(NOTE: If you are not interested in growing this mushroom, but just finding and using it, try going to the Nature's Restaurant Online site for Hericium.)
The Hericium. There are four or five kinds in North America, but it doesn't matter which one for the purposes of eating - all four are safe and good to eat. It looks like a white grouping of icicles. I have read they taste like crab meat, I don't know, I've never had crab, but I can tell you that a good fresh one cooked properly is very good. Again, the first time you eat any new food, especially mushrooms, only eat a little to be sure you are not allergic to it.
- Kit search on the web here (Google search) and here (Bing search).
- How to grow Hericium mushrooms here (Google search) and here (Bing search).
The rules for picking are: Harvest only when very white in color. As they get older, the color changes to a tan or yellowish hue of white. When immature, they can be a pinkish hue. Carefully look for bugs hiding in them.
When cooking, fry in oil with onion and/or garlic until a light golden brown appears in thinner areas or on the tips of each "icicle". One thing to be aware of; they absorb water like a sponge, so if you do rinse it, place the slices on dry paper towel or a clean tea towel and press with another on top to soak out the water. It will just cook better.
Below, I've listed the ones I know of. The most common one I know of in kits is the first one listed, the Lion's Mane.
- Lion's Mane Mushroom (Hericium erinaceus). Other names for it are: Old Man's Beard, Bearded Tooth Mushroom, Hedgehog Mushroom, Satyr's Beard, Bearded Hedgehog Mushroom, Pom Pom mushroom, or Bearded Tooth Fungus. Pictures on the web here (Google images) and here (Bing images).
- Bear's Head (Hericium abietis). Known also as the Western Coral Hedgehog. Some sources say it is a Western North American species only, some say it is all across North America. Pictures on the web here (Google images) and here (Bing images).
- Comb Hericium (Hericium ramosum). This one is more spread out in a branching growth habit. Pictures on the web here (Google images) and here (Bing images).

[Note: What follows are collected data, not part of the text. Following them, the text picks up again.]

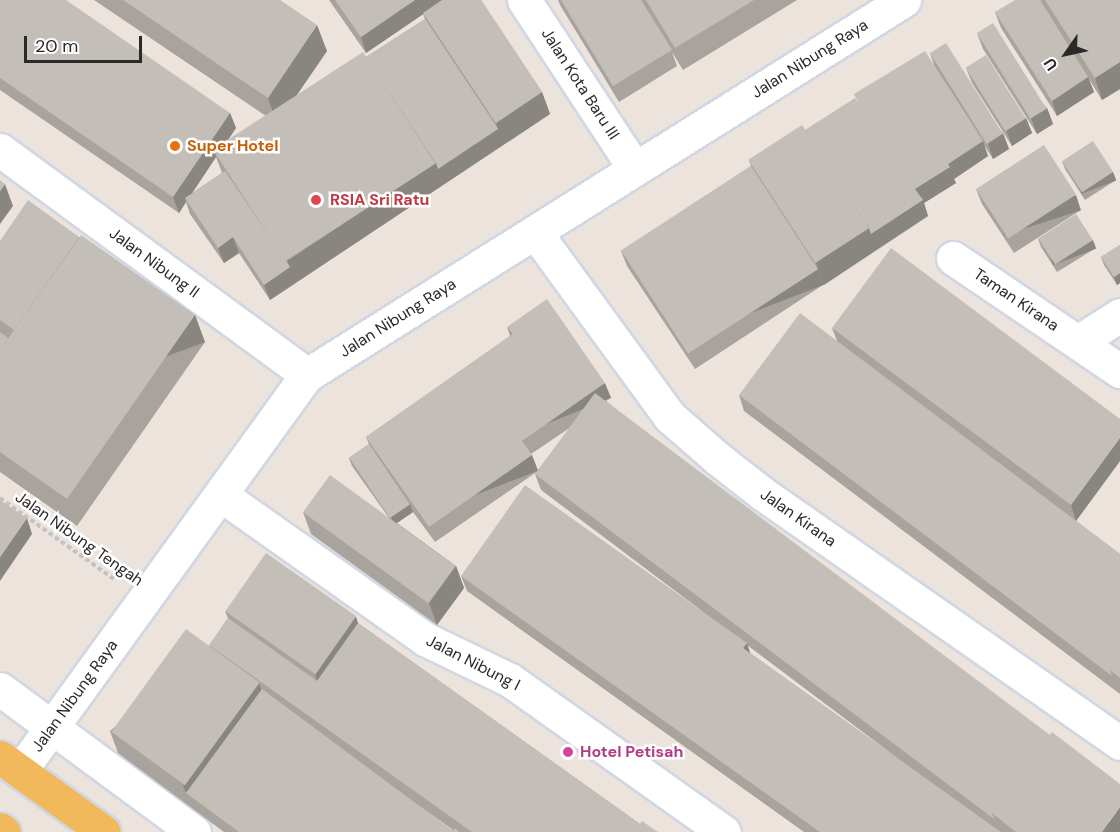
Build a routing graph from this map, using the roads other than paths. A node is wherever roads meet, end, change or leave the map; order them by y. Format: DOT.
graph roads {
  1 [pos="524,0"];
  2 [pos="904,0"];
  3 [pos="0,150"];
  4 [pos="635,169"];
  5 [pos="535,232"];
  6 [pos="953,258"];
  7 [pos="1120,315"];
  8 [pos="1078,342"];
  9 [pos="1120,371"];
  10 [pos="308,375"];
  11 [pos="221,495"];
  12 [pos="0,689"];
  13 [pos="52,727"];
  14 [pos="1120,743"];
  15 [pos="10,764"];
  16 [pos="104,832"];
  17 [pos="194,832"];
  18 [pos="724,832"];
  1 -- 4 [label="street, Jalan Kota Baru III"];
  2 -- 4 [label="street, Jalan Nibung Raya"];
  3 -- 10 [label="street, Jalan Nibung II"];
  4 -- 5 [label="street, Jalan Nibung Raya"];
  5 -- 10 [label="street, Jalan Nibung Raya"];
  5 -- 14 [label="street, Jalan Kirana"];
  6 -- 8 [label="street, Taman Kirana"];
  7 -- 8 [label="street"];
  8 -- 9 [label="street, Taman Kirana"];
  10 -- 11 [label="street, Jalan Nibung Raya"];
  11 -- 13 [label="street, Jalan Nibung Raya"];
  11 -- 18 [label="street, Jalan Nibung I"];
  12 -- 13 [label="street"];
  13 -- 15 [label="street, Jalan Nibung Raya"];
  13 -- 17 [label="street"];
  15 -- 16 [label="main road"];
}
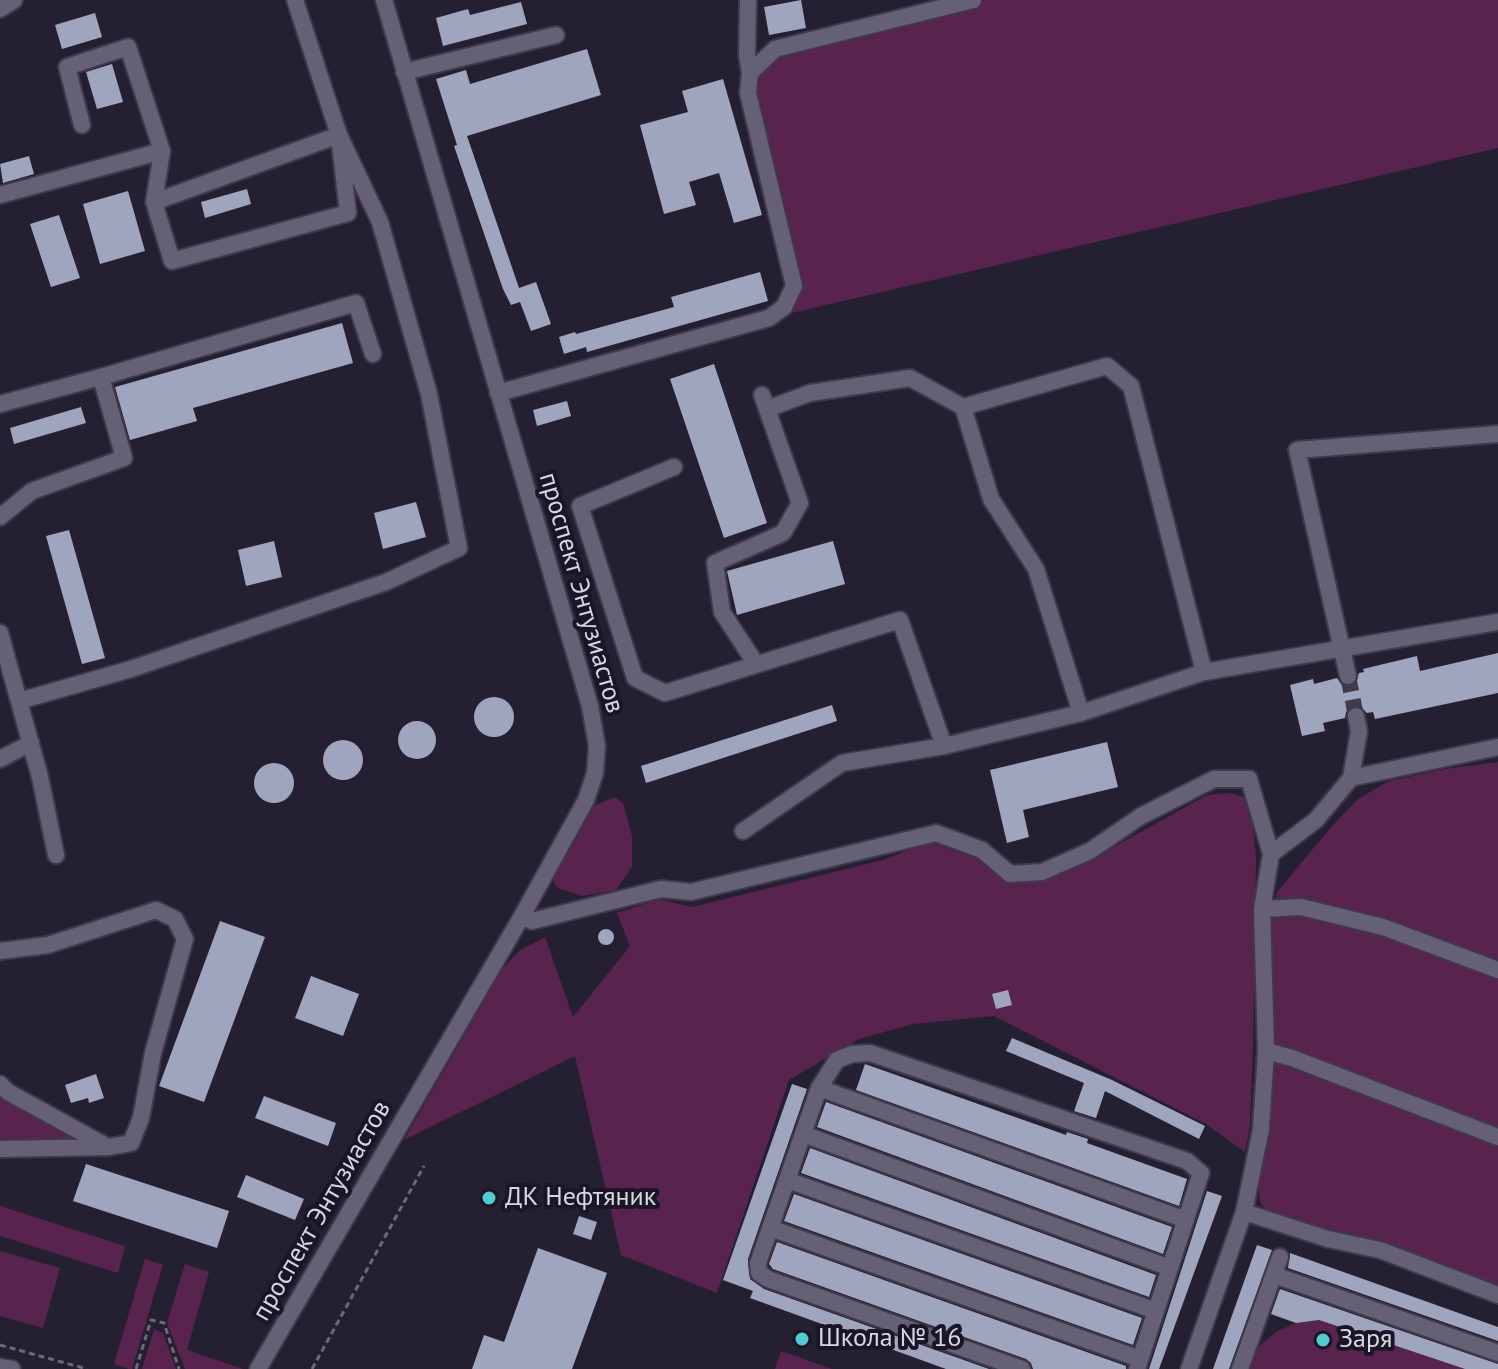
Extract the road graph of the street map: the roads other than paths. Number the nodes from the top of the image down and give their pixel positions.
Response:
1 (14, 0) edge
2 (295, 0) edge
3 (384, 0) edge
4 (748, 0) edge
5 (973, 0) edge
6 (0, 9) edge
7 (556, 35) dead end
8 (404, 72) junction
9 (750, 73) junction
10 (82, 125) dead end
11 (339, 135) junction
12 (162, 151) junction
13 (0, 195) edge
14 (154, 202) junction
15 (373, 354) dead end
16 (101, 377) junction
17 (498, 393) junction
18 (0, 404) edge
19 (963, 407) junction
20 (1498, 434) edge
21 (674, 467) dead end
22 (0, 517) edge
23 (1498, 622) edge
24 (0, 633) edge
25 (1342, 646) junction
26 (756, 664) junction
27 (1204, 672) junction
28 (1348, 676) tunnel mouth
29 (19, 701) junction
30 (1081, 713) junction
31 (1356, 716) tunnel mouth
32 (31, 743) junction
33 (944, 746) junction
34 (1498, 747) edge
35 (0, 759) edge
36 (1351, 778) junction
37 (743, 831) dead end
38 (1271, 854) junction
39 (56, 855) dead end
40 (1262, 909) junction
41 (522, 916) junction
42 (0, 951) edge
43 (1498, 970) edge
44 (1266, 1051) junction
45 (0, 1084) edge
46 (819, 1088) junction
47 (803, 1134) junction
48 (1498, 1137) edge
49 (109, 1147) junction
50 (0, 1149) edge
51 (787, 1180) junction
52 (1244, 1212) junction
53 (1186, 1220) junction
54 (770, 1228) junction
55 (1280, 1257) dead end
56 (1170, 1268) junction
57 (1274, 1275) junction
58 (1498, 1295) edge
59 (1156, 1311) junction
60 (1498, 1353) edge
61 (1138, 1364) edge
62 (0, 1367) edge
63 (12, 1369) edge
64 (258, 1369) edge
65 (1022, 1369) edge
66 (1189, 1369) edge
67 (1240, 1369) edge

1 - 6 street
2 - 11 street
3 - 8 street, проспект Энтузиастов
4 - 9 street
5 - 9 street
7 - 8 street
8 - 17 street, проспект Энтузиастов
9 - 17 street
10 - 12 street
11 - 14 street
11 - 14 street
11 - 29 street
12 - 13 street
12 - 14 street
15 - 16 street
16 - 18 street
16 - 22 street
17 - 41 street, проспект Энтузиастов
19 - 26 street
19 - 27 street
19 - 30 street
20 - 25 street
21 - 26 street
23 - 25 street
24 - 29 street
25 - 27 street
25 - 28 street
26 - 33 street
27 - 30 street
29 - 32 street
30 - 33 street
31 - 36 street
32 - 35 street
32 - 39 street
33 - 37 street
34 - 36 street
36 - 38 street
38 - 40 street
38 - 41 street
40 - 43 street
40 - 44 street
41 - 64 street, проспект Энтузиастов
42 - 49 street
44 - 48 street
44 - 52 street
45 - 49 street
46 - 47 street
46 - 53 street
46 - 53 street
47 - 51 street
47 - 56 street
49 - 50 street
51 - 54 street
51 - 59 street
52 - 58 street
52 - 66 street
53 - 56 street
54 - 61 street
54 - 65 street
55 - 57 street
56 - 59 street
57 - 60 street
57 - 67 street
59 - 61 street
62 - 63 street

- Hericium americanum. Pictures on the web here (Google images) and here (Bing images).
- Hericium coralloides. Pictures on the web here (Google images) and here (Bing images).
- Cap Morphology: There is no cap
- Spore Bearing Surface: Icicle like teeth
- Gill Attachment (how the Spore Bearing Surface is attached to the Stipe or Stem): Not applicable
- Spore print: White
- Stipe (Stalk): No stipe
- Partial Veil: Not applicable
- Season: Late summer and fall
- Habitat: On living or dead wood. I don't often see it on living wood, most often coming off the sides or ends of fallen tree trunks.
- Notes: This is a category busting mushroom, so the above ways of describing most mushrooms do not apply very well. As long as you realize it is a single lump to a branched network of icicle like downward facing teeth and white on living or dead wood you will be able to know one when you see it.
- Recipe search on the web here (Google search) and here (Bing search).
This Hericium was found growing from a sugar maple log in a woods in mid October after a spell of cool weather and rain. I can't think of anything else that looks like a Hericium. Make sure it is very white in color - as it gets older it takes on a yellowish, or tan color. On eat the very white ones.
This Hericium was growing from a sugar maple stump in mid October after cool weather and rain. The bits of dark spots you see on it are just leaf and bark litter that will wash off.